Reputation: 31
I have created a Monte-Carlo simulation model implemented in Tensorflow 2.5. The model mostly consists of vector multiplications inside a tf.while_loop
. I am benchmarking the performance on a Linux machine with 8 virtual CPUs. When I run the model in graph mode (without XLA optimization), the model fully utilizes all 8 CPUs (I can see the %CPU to be close to 800% using the top
command). However, when I run model after compiling with XLA (by using jit_compile=True
inside @tf.function
decorator), I can see the %CPU utilization to be close to 250%. Is there a way to force Tensorflow to utilize all available CPU capacity with XLA.
I have experimented with the changing the inter_op_parallelism
and intra_op_parallelism
settings. While setting both of the threads settings to 1 reduces the CPU utilization from 250% to 100%, increasing them to 8 doesn't increase the utilization beyond 250%.

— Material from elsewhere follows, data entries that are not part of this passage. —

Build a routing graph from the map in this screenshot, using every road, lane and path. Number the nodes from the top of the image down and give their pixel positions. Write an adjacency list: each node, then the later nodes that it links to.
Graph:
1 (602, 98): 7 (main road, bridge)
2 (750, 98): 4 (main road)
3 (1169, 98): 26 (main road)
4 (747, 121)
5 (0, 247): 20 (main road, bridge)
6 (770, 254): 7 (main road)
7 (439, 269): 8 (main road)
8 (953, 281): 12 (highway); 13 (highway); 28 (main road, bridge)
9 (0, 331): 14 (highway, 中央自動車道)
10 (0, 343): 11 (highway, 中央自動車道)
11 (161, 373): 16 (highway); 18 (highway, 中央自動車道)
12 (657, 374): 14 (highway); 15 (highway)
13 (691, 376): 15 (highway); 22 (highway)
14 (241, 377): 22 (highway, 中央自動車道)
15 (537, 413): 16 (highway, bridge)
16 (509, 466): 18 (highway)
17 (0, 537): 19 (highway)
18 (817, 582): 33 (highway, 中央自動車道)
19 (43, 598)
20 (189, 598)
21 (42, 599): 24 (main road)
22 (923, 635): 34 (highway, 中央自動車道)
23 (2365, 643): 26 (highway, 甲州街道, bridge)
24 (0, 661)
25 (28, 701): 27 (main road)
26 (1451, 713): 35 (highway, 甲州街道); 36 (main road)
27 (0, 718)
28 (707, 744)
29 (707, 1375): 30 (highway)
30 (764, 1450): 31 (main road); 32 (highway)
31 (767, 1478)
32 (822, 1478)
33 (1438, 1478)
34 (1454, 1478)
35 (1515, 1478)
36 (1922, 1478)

Any help and suggestions on what might be going on?
Upvotes: 1
Views: 500
Reputation: 1
I had the same question. Using the suggestions found here: https://www.tensorflow.org/xla I modified the JIT compile sequence for my ML model to something like
os.environ['XLA_FLAGS'] = '--xla_dump_to=/tmp/dump'
@tf.function(jit_compile=True)
def foo(data):
return model(data)
This produces an object (*.o) file in /tmp/dump
which I disassembled with objdump -d
. Looking at the disassembly, it appears that the compiler has generated straight-line code for the model and computational kernels rather than calling out to libraries that might support parallel execution. I don't see anything that suggests the possibility of parallel execution of this JIT-ted model, although like you I do observe parallel execution when I simply call the model.
However, for me the best performance for this particular model comes from using @tf.function()
with jit_compile=False
. In this case I observe 'intra_op' parallelism happening - but no 'inter_op' parallelism which is also observed when simply calling the model.
Upvotes: 0